Clear, Effective Speech Communication – How Far Are We, and Where Do We Go From Here?

 

Where, When, ...
Date 08.07.2024
Time 16:00 h
Place Building C, 3rd floor, room "Kolloquium"

 

Abstract

Effective communication needs to be clear, unambiguous, and timely. A main goal of audio and speech processing is to overcome barriers that impede this. This is a long-standing quest and, as technology continuously evolves, it will continue to interest and engage signal processing engineers for generations to come.

In this talk I will first link the different research pillars in speech processing to the communications problem and show how they are inter-connected. Next, I will briefly touch upon the key state-of-the-art in the different areas, contrasting how today’s data-driven methods compare to the classical, knowledge-based approaches of the (recent) past. Finally, I will share my thoughts on how I see the field evolving and what the future could hold.

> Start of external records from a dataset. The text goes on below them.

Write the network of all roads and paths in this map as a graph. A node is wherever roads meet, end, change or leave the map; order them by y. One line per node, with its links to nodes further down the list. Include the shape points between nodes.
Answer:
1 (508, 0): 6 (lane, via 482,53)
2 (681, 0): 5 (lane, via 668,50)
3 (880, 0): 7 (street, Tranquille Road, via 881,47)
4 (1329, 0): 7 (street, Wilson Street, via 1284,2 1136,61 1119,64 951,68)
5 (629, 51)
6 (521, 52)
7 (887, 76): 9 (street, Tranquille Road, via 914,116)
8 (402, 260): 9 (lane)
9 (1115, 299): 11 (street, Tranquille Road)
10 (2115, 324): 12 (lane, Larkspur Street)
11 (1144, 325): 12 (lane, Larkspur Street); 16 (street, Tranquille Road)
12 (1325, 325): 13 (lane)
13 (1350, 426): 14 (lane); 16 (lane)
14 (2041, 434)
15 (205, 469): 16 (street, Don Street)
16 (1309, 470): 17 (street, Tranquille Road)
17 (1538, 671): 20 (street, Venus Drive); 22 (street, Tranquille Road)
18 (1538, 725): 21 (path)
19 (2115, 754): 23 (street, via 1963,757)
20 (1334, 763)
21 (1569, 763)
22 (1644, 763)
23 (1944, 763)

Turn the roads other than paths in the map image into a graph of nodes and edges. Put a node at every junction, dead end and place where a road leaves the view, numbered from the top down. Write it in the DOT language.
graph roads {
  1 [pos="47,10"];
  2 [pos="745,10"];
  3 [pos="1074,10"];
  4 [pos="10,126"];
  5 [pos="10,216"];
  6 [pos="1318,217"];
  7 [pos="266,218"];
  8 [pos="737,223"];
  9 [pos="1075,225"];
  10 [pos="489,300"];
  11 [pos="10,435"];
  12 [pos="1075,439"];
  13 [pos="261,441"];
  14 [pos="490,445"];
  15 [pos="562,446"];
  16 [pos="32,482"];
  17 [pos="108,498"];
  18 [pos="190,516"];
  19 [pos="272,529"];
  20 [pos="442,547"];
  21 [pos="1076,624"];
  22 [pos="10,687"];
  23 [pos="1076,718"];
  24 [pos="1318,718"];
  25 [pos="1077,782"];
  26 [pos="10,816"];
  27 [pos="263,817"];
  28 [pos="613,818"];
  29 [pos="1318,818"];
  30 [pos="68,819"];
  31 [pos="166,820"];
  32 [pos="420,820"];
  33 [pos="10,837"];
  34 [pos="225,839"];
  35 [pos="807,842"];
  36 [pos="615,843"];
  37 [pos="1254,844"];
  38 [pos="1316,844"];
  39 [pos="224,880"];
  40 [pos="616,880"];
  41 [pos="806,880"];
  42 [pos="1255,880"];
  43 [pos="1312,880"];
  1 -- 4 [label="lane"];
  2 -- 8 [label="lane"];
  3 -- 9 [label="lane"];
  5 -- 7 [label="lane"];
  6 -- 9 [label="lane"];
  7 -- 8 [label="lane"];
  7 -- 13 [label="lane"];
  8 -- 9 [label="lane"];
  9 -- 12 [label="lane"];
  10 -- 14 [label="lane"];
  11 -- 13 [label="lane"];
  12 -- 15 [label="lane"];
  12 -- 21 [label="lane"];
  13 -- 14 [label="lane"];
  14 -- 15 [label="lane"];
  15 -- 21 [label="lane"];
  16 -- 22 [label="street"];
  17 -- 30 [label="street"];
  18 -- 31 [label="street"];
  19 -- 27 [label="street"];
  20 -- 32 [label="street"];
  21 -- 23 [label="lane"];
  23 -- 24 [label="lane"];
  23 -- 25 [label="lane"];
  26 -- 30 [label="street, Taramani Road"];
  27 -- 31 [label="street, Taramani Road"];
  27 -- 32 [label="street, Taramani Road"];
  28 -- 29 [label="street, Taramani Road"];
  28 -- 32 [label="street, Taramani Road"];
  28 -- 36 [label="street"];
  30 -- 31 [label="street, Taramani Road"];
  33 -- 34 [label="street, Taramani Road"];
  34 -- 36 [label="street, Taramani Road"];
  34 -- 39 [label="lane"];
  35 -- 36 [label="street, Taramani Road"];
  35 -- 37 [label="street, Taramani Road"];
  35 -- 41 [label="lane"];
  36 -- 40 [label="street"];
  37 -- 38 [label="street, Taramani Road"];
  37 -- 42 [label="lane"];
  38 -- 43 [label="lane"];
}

The overall aim of the talk is to give a glimpse into the technical details of the marvels of speech technology today, without the expectation of more than a layman’s knowledge of the field on the part of the audience. Consequently, I will include several audio demos that, I hope, will pique the audience interest and lead to engaging discussions.

 

Short CV

Nilesh Madhu is professor for audio, speech and signal processing at Ghent University, Belgium.

He was granted his Dr.-Ing. degree (summa cum laude) from the Ruhr-Universität Bochum in 2009. His dissertation was on algorithms for the localisation and separation of acoustic sources using microphone arrays. Following this he was awarded a Marie-Curie fellowship for a two-year postdoctoral stay at the KU Leuven, Belgium, where he gained expertise in the fields of hearing prostheses and biomedical signal analysis. During his industry tenure at NXP Semiconductors, Belgium, he held the position of principal scientist and resident genius (sadly, not an official title), within the product line Mobile Audio Solutions. He and his team worked on developing beyond state-of-the-art algorithms for audio and speech enhancement in mobile devices. These algorithms have since been successfully deployed on several flagship models of major smartphone OEMs.

At UGent, he leads a young team of keen, motivated PhD students – something he enjoys, as it allows him to explore various applications in the fields of communications, healthcare and automation.